例え何処の勢力に属している魔族であっても、あるいは何処の勢力にも属していない魔族であっても入る事ができるこの都市は、野良に落ちた俺には丁度良かった。
そして――
「バルド様は自ら家を出たので、追放とは言えないのでは?」
「うるせー。今はそんな正論聞きたくねーんだよー」
“申し訳ありません。耳の痛い事を言ってしまいましたか”。
慇懃無礼にそう宣ったのは、美しい銀色の少女。
名前はパルラ=シウテ。
親父に付けられていた従者の多くが俺を見捨てて去っていく中、ここまで付いて来てくれた唯一の従者だ。給金は出せないのに何故か今も従ってくれている。

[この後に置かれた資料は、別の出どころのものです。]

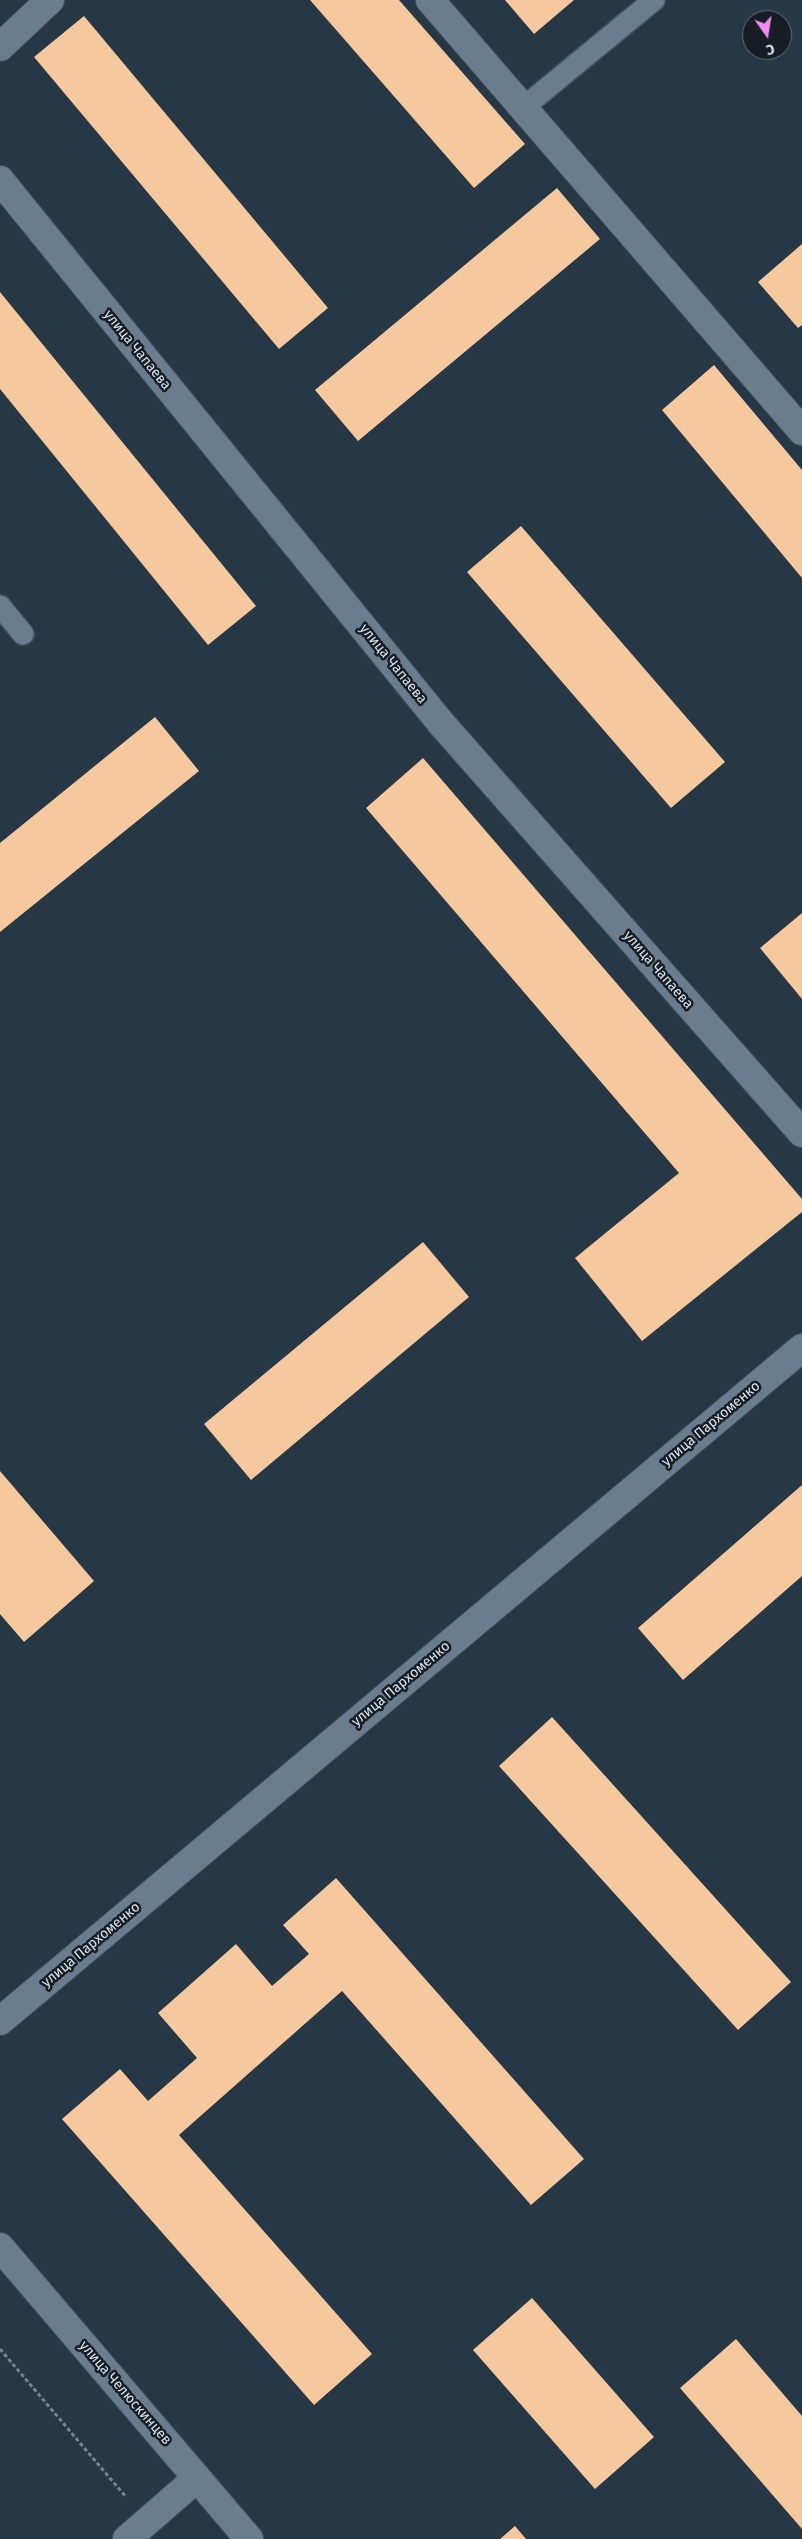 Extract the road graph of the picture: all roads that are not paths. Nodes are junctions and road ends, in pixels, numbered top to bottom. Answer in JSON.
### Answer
{"nodes":[{"id":1,"x":50,"y":0,"type":"edge"},
{"id":2,"x":430,"y":0,"type":"edge"},
{"id":3,"x":654,"y":0,"type":"edge"},
{"id":4,"x":0,"y":47,"type":"edge"},
{"id":5,"x":524,"y":107,"type":"junction"},
{"id":6,"x":0,"y":180,"type":"edge"},
{"id":7,"x":802,"y":431,"type":"edge"},
{"id":8,"x":0,"y":606,"type":"edge"},
{"id":9,"x":23,"y":634,"type":"dead end"},
{"id":10,"x":802,"y":1134,"type":"edge"},
{"id":11,"x":802,"y":1348,"type":"edge"},
{"id":12,"x":0,"y":2021,"type":"edge"},
{"id":13,"x":0,"y":2248,"type":"edge"},
{"id":14,"x":197,"y":2478,"type":"junction"},
{"id":15,"x":127,"y":2539,"type":"edge"},
{"id":16,"x":249,"y":2539,"type":"edge"}],
"edges":[{"from":1,"to":4,"type":"street"},
{"from":2,"to":5,"type":"street"},
{"from":3,"to":5,"type":"lane"},
{"from":5,"to":7,"type":"street"},
{"from":6,"to":10,"type":"street","name":"улица Чапаева"},
{"from":8,"to":9,"type":"lane"},
{"from":11,"to":12,"type":"street","name":"улица Пархоменко"},
{"from":13,"to":14,"type":"street","name":"улица Челюскинцев"},
{"from":14,"to":15,"type":"street"},
{"from":14,"to":16,"type":"street","name":"улица Челюскинцев"}]} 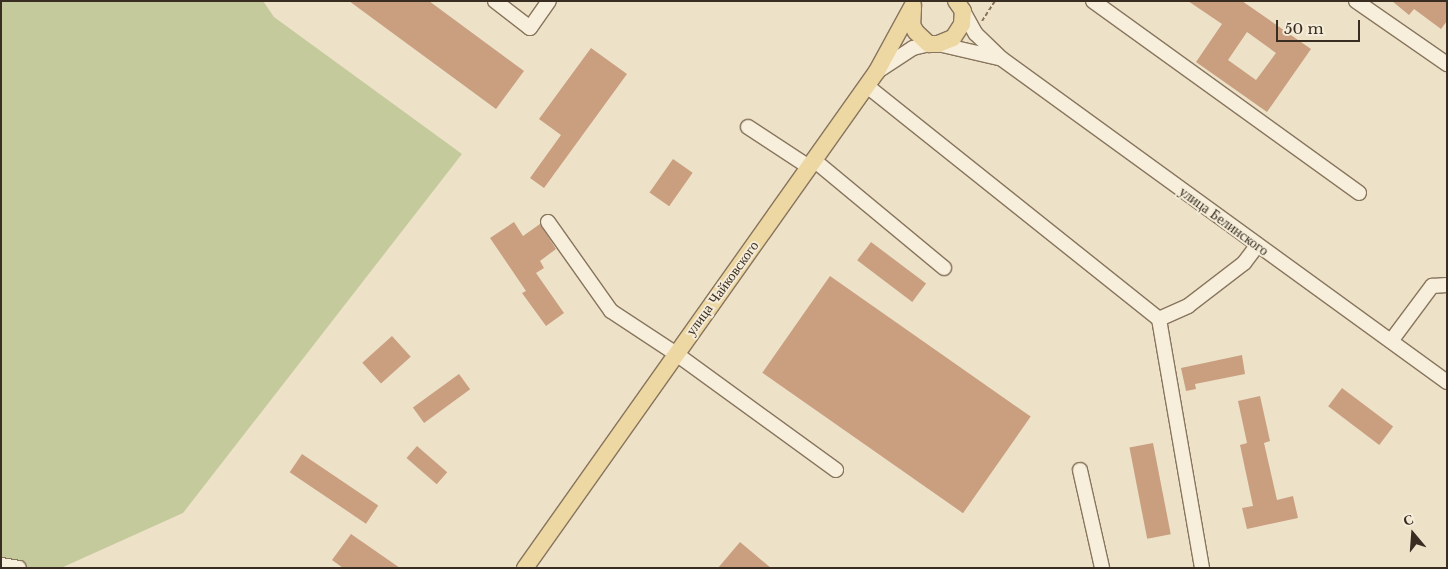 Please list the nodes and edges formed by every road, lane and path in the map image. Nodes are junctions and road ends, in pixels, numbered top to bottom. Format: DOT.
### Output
graph roads {
  1 [pos="495,1"];
  2 [pos="549,1"];
  3 [pos="1093,1"];
  4 [pos="1356,1"];
  5 [pos="915,3"];
  6 [pos="960,4"];
  7 [pos="934,44"];
  8 [pos="1002,59"];
  9 [pos="1447,64"];
  10 [pos="877,71"];
  11 [pos="867,86"];
  12 [pos="748,127"];
  13 [pos="812,164"];
  14 [pos="1359,193"];
  15 [pos="548,222"];
  16 [pos="1258,246"];
  17 [pos="944,268"];
  18 [pos="1447,285"];
  19 [pos="1159,319"];
  20 [pos="1391,342"];
  21 [pos="675,352"];
  22 [pos="1447,382"];
  23 [pos="836,470"];
  24 [pos="1080,470"];
  25 [pos="1,565"];
  26 [pos="19,568"];
  27 [pos="525,568"];
  28 [pos="1102,568"];
  29 [pos="1202,568"];
  1 -- 2 [label="street"];
  3 -- 14 [label="street"];
  4 -- 9 [label="street"];
  5 -- 7 [label="main road"];
  5 -- 10 [label="main road, улица Чайковского"];
  6 -- 7 [label="main road"];
  6 -- 8 [label="street, улица Белинского"];
  7 -- 8 [label="street"];
  7 -- 10 [label="street"];
  8 -- 16 [label="street, улица Белинского"];
  10 -- 11 [label="main road, улица Чайковского"];
  11 -- 13 [label="main road, улица Чайковского"];
  11 -- 19 [label="street"];
  12 -- 13 [label="street"];
  13 -- 17 [label="street"];
  13 -- 21 [label="main road, улица Чайковского"];
  15 -- 21 [label="street"];
  16 -- 19 [label="street"];
  16 -- 20 [label="street, улица Белинского"];
  18 -- 20 [label="street"];
  19 -- 29 [label="street"];
  20 -- 22 [label="street, улица Белинского"];
  21 -- 23 [label="street"];
  21 -- 27 [label="main road, улица Чайковского"];
  24 -- 28 [label="street"];
  25 -- 26 [label="street"];
}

まあ、ちょっと鉄面皮すぎて可愛げがないのが玉に瑕だが。
とはいえ、彼女に文句などあるはずもない。
今も俺を助けてくれるただ一人の味方なのだから。
「くそっ。どうにかクソ親父に俺を追放した事を後悔させてやりたい! なにかないのか? あんのクソッたれに頭を下げさせられるような、都合のいい方法は」
「難しいでしょう。なにせ英雄なだけありクォドネル様ご自身がかなりお強く、またその伝手もかなり広範に伸びています。ちょっとやそっとの災害が『クォドネリア』を襲った程度では、その伝手を通じて瞬く間に復興が出来てしまう程度には」
ジョッキを横に置いて尋ねると、パルラは首を横に振りそう言った。
くぅ……! 分かってはいたが、やっぱりそうだよな。
でも諦められない。あのクソ親父のヒゲ面に拳の一発でも叩き込まなきゃ、俺の怒りは収まりそうにない。できれば上の立場に立ってもう一度会いたいもんだが。

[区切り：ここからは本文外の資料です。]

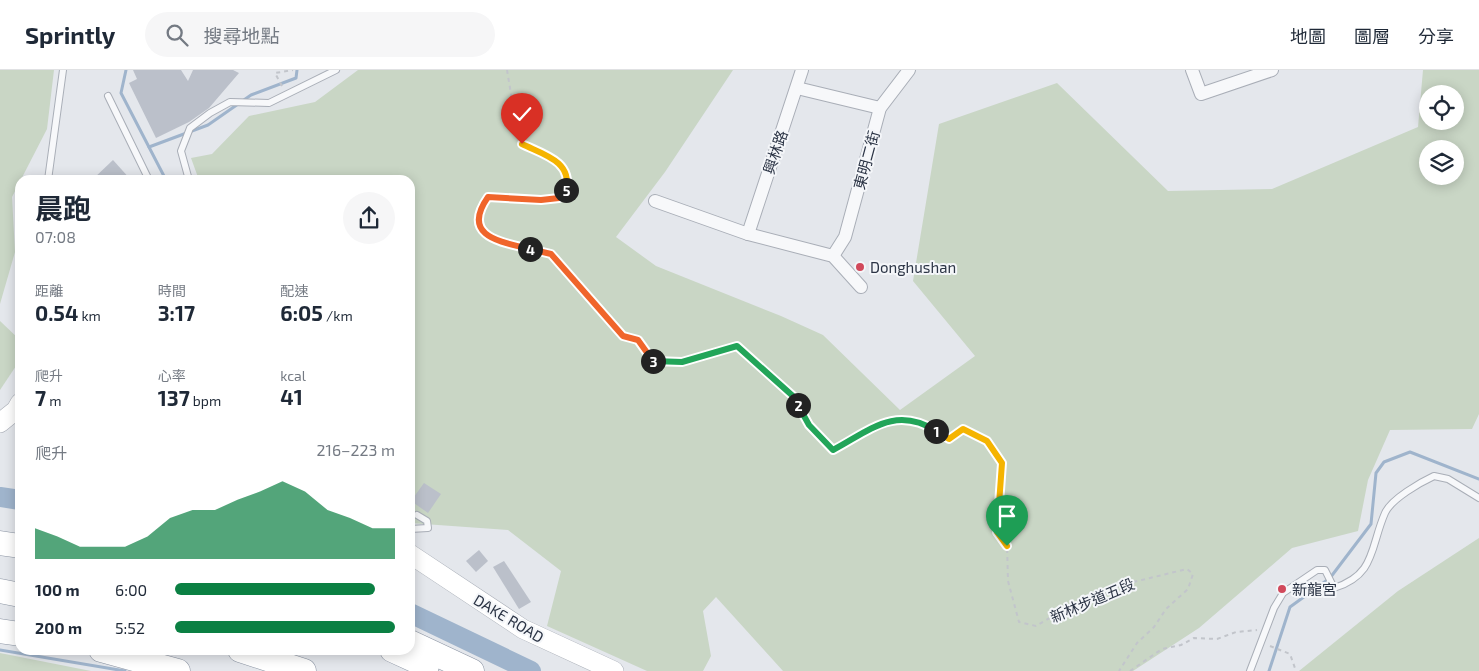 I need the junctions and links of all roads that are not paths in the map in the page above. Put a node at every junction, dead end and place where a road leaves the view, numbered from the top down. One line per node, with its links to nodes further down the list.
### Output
1 (62, 70): 10 (lane)
2 (336, 70): 12 (lane)
3 (802, 70): 7 (street, 興林路)
4 (909, 70): 9 (street, 東明二街)
5 (1192, 70): 6 (street)
6 (1272, 70)
7 (797, 88): 9 (street); 14 (street, 興林路)
8 (108, 96): 11 (lane)
9 (880, 108): 15 (street, 東明二街)
10 (49, 175)
11 (147, 175)
12 (188, 175)
13 (655, 201): 14 (street)
14 (748, 234): 15 (street)
15 (833, 256): 16 (street)
16 (861, 287)
17 (15, 411): 18 (street)
18 (0, 423)
19 (1479, 498): 40 (lane)
20 (417, 514): 22 (lane)
21 (0, 528): 23 (highway)
22 (415, 529)
23 (15, 530)
24 (0, 542): 25 (highway)
25 (15, 545)
26 (415, 557): 39 (street, DAKE ROAD)
27 (0, 592): 28 (highway)
28 (15, 594)
29 (0, 631): 30 (highway)
30 (15, 633)
31 (415, 644): 38 (highway)
32 (119, 655): 35 (highway)
33 (255, 655): 36 (highway)
34 (403, 655): 37 (highway)
35 (178, 671)
36 (304, 671)
37 (438, 671)
38 (472, 671)
39 (614, 671)
40 (1250, 671) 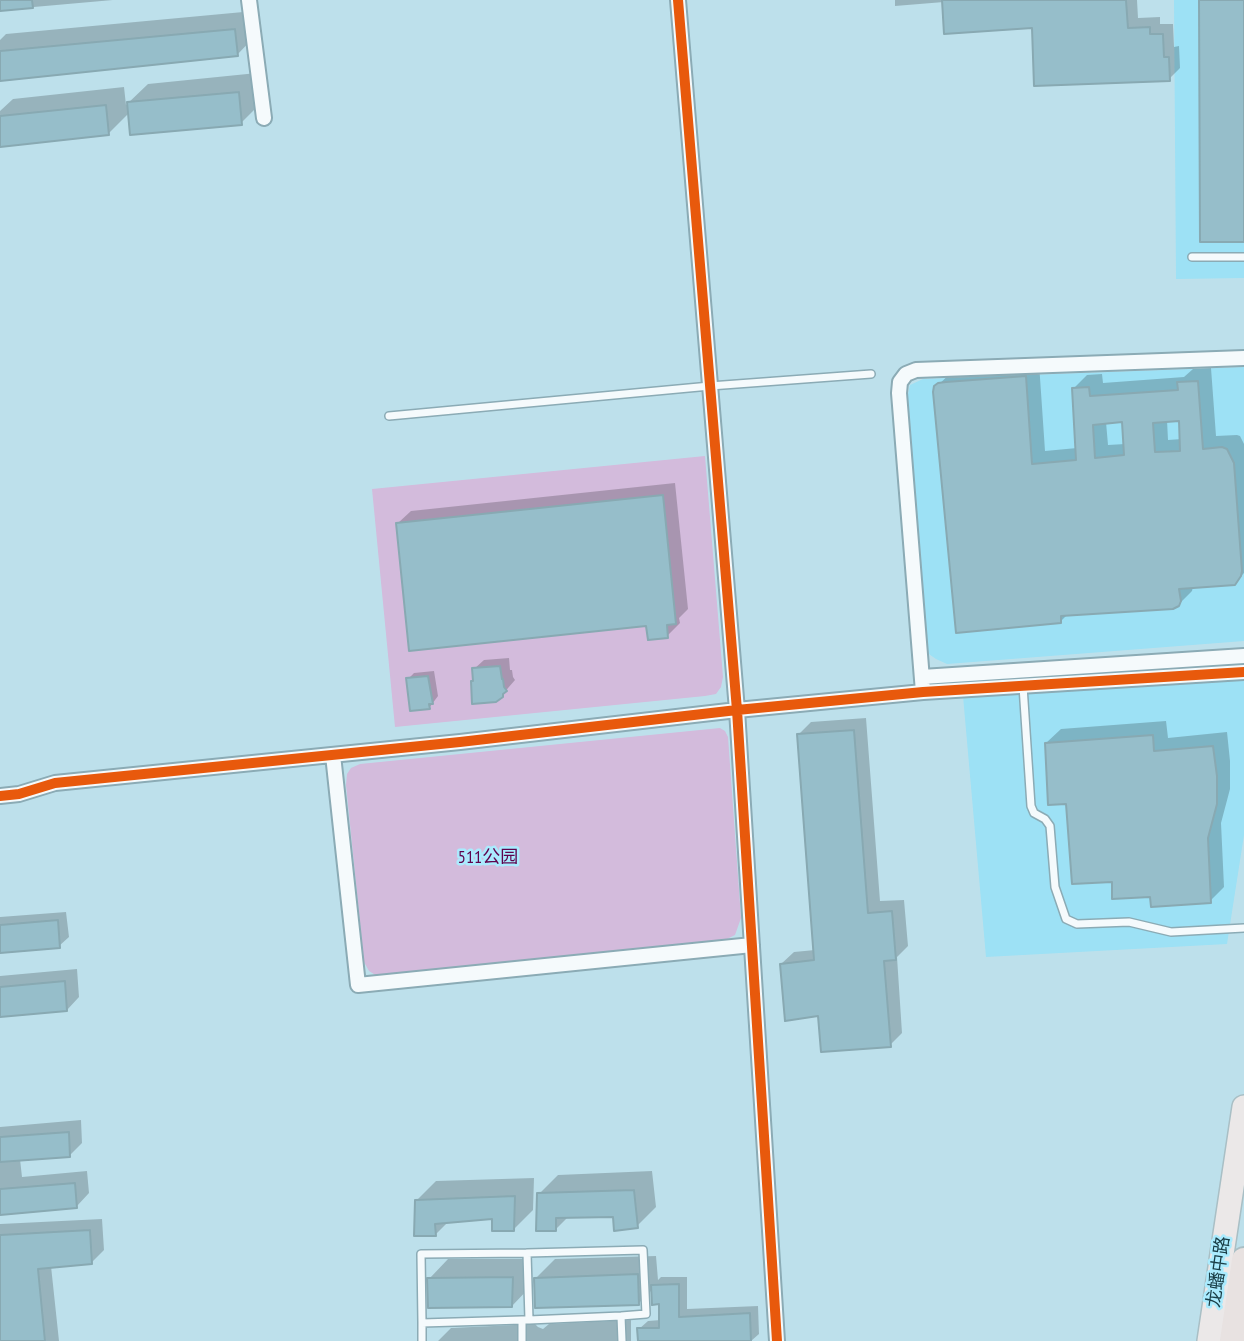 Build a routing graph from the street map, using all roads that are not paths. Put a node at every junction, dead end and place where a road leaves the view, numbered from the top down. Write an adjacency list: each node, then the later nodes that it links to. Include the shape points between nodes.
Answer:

「そこをなんとか頼む! 良い方法を思い付いてくれ!」
「そうですね……では、上の地位を目指してみるのはどうでしょう?」
上の地位を目指す、だと? 一体どういう事だ。
俺が尋ねると、パルラはしたり顔で答えた。
「簡単な事です。バルド様が魔王になってしまえばよいのです」
「なっ、魔王!? 自分が何を言ってるか分かってるのか!?」
彼女の言葉に、俺は驚きを隠せなかった。
それくらい彼女の口にした事が衝撃的だったからだ。
魔王とは俺達魔族の間で最も立場の偉い者、――ではない。
いや、一側面として正しくはあるのだ。
魔王と呼ばれるような大魔族は大勢の臣下や民を抱えているのが一般的で、ほぼ全ての魔王は実際に王として支配者として、付き従う者達を導いている。
しかしそれは所詮結果的に得られたもの。
魔王の本質を表している訳ではない。
――『魔王』とは、“独力で魔界を維持している魔族”の事なのだ。
だがそれだけなら一見、とても簡単に感じられるだろう。
魔界を維持するだけならそう難しくないんじゃないか、と。
しかし違う。魔界の維持とはそんな簡単な事ではない。
魔族というのは恐ろしく自尊心の強い生き物だ。
何事においても己が一番でなければ気が済まず、格上はもとより同格すら認めないという傲慢さ。それを、僅かな例外を除きほぼ全ての魔族が持ち合わせている。
兄弟姉妹が上下を決める為に殺し合うのは魔族ではよくある出来事だ。
そんな魔族が、魔王という存在を認めるだろうか?
ただいるだけで自身の
――いいや。認める訳がない。
つまり魔王とは、潜在的に全ての魔族に命を狙われるのだ。
それがどのような人物かに関わらず、ただ魔王というだけで。
「バルド様が魔王になれば追放は間違いだったと証明される。加えて、物理的に立場が上になるのです。クォドネル様を後悔させるならこれ以上ない方法でしょう」
「うむむむ……。言ってる事は分かるが、魔王か……」
「確かに魔王という地位には多くの困難が伴います。命の危険すらあるでしょう。しかしその程度乗り越えなければ、英雄たるクォドネル様を越えるのは難しいかと」
……そうか。そうだよな。
そのくらい乗り越えなきゃ、後悔させるも何もないか。